* [ASSIGNMENT]:
Among the entries below, only the lines from the one with "pinky mcp: (367, 326)" through the one with "middle dip: (108, 79)" are wanted, reproduced exactly. Pictures are not wanted.

* [GIVEN DATA]:
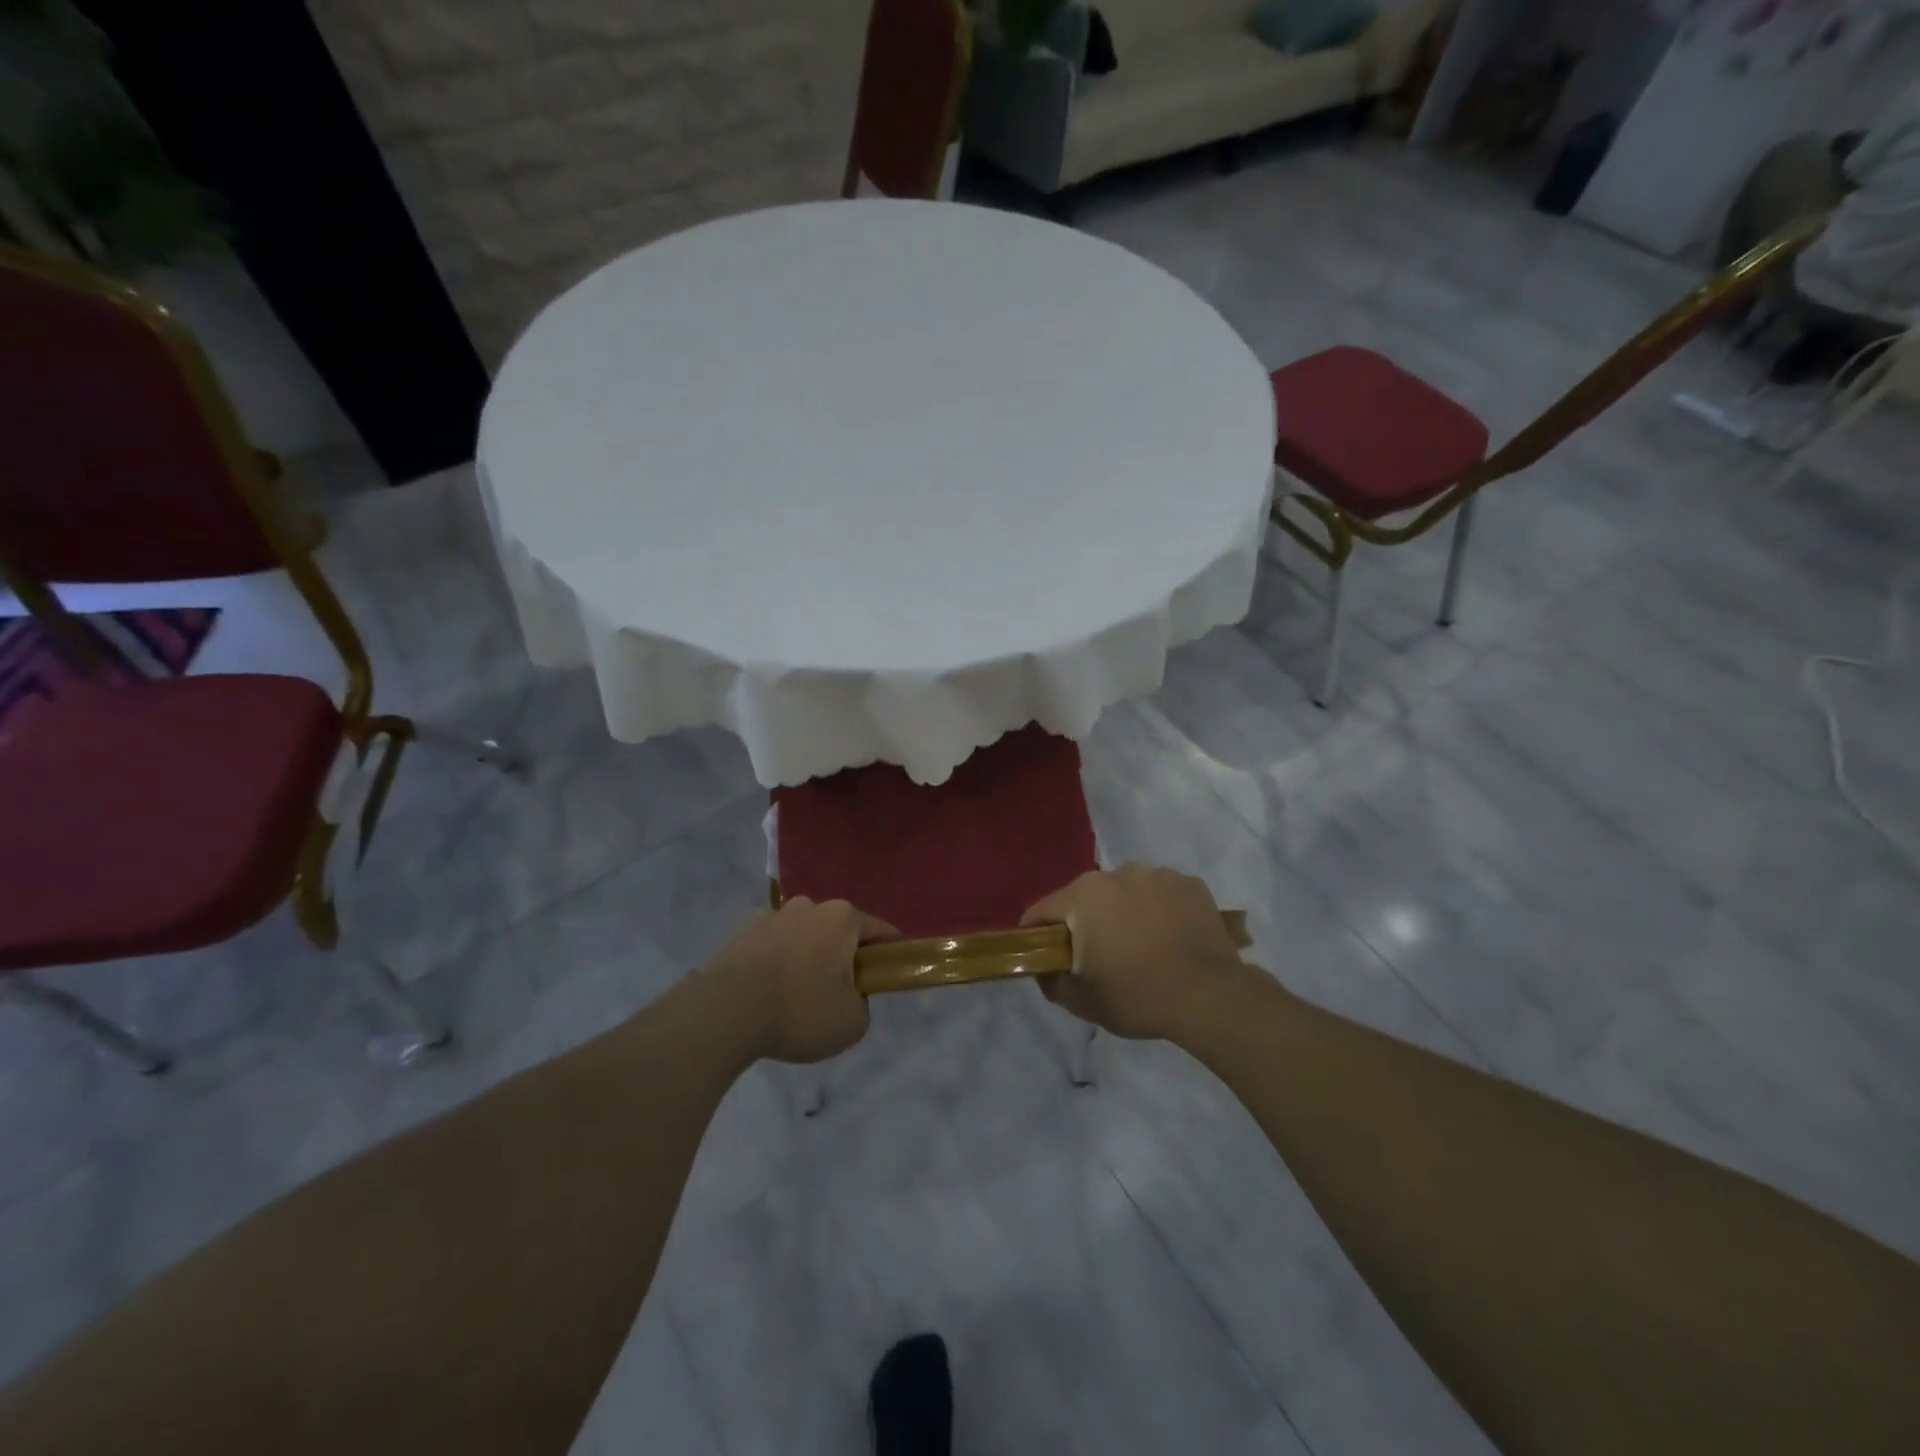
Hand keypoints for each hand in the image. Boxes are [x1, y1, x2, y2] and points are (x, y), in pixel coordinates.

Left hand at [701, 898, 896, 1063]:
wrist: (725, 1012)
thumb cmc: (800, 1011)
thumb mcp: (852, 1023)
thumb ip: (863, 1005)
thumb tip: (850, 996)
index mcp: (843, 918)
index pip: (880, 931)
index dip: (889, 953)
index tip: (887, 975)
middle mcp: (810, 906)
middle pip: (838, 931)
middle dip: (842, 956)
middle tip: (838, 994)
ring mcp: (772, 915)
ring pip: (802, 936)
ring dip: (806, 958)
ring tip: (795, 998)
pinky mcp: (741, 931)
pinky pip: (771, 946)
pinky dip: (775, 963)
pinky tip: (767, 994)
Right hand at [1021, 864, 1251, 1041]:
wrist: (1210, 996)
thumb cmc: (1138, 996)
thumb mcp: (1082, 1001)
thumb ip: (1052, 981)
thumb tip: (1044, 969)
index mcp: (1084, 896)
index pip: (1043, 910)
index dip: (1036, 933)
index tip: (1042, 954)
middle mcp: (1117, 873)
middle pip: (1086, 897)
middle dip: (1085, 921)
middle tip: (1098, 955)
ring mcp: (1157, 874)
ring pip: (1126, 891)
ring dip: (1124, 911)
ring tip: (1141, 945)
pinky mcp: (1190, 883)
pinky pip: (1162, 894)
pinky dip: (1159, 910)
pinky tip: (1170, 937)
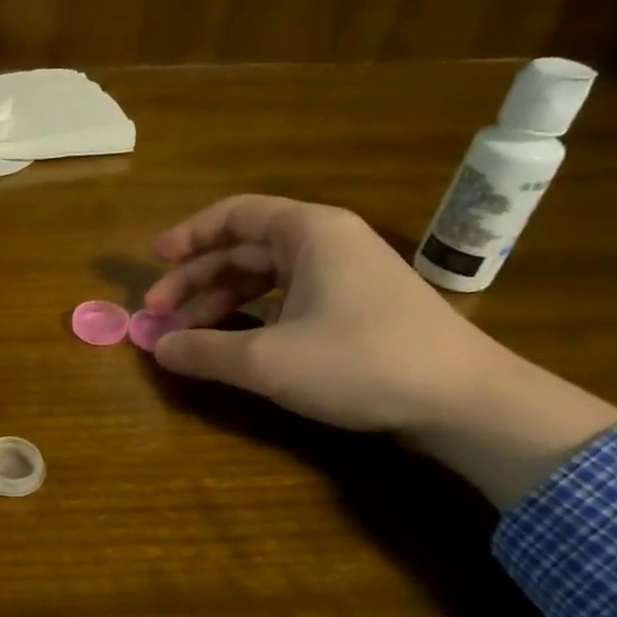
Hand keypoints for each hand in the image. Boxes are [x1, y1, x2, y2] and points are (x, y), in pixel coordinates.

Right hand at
==
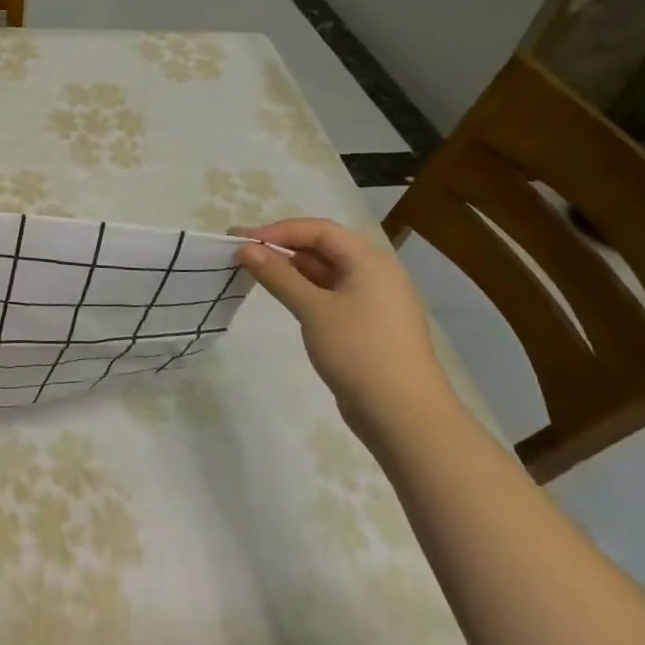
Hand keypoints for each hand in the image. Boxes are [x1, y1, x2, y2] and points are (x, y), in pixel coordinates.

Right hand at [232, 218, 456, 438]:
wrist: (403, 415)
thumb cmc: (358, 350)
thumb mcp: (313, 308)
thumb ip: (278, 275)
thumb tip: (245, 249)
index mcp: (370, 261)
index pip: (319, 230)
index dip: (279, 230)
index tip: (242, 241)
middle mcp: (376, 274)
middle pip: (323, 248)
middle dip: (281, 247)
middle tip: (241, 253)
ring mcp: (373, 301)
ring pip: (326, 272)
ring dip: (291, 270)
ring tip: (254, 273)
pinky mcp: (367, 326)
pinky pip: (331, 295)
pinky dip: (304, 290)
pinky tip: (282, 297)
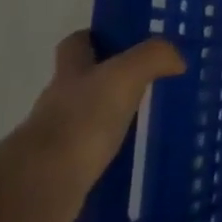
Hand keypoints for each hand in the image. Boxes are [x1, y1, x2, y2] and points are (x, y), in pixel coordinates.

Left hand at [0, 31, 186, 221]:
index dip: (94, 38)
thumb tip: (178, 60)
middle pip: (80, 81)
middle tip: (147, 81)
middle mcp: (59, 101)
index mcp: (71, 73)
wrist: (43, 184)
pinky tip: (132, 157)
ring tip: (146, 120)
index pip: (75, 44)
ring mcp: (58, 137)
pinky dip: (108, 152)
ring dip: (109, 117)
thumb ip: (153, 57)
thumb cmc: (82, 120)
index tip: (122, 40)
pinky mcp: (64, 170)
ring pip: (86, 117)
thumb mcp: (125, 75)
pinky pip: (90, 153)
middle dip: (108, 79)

* [RESULT OF THE TASK]:
pinky mcp: (367, 326)
pinky pip: (331, 295)
pinky dip: (304, 290)
pinky tip: (282, 297)
Hand keypoints for each hand in the image. Boxes are [x1, y1, x2, y2] and points are (x, y), in pixel coordinates.

Left hand at [0, 31, 186, 221]:
index dip: (94, 38)
thumb tip: (178, 60)
middle pip: (80, 81)
middle tip: (147, 81)
middle mcp: (59, 101)
index mcp: (71, 73)
wrist: (43, 184)
pinky tip: (132, 157)
ring tip: (146, 120)
index pip: (75, 44)
ring mcp: (58, 137)
pinky dip: (108, 152)
ring dip: (109, 117)
thumb ip: (153, 57)
thumb cmc: (82, 120)
index tip: (122, 40)
pinky mcp: (64, 170)
ring pip: (86, 117)
thumb mcp: (125, 75)
pinky pip: (90, 153)
middle dip: (108, 79)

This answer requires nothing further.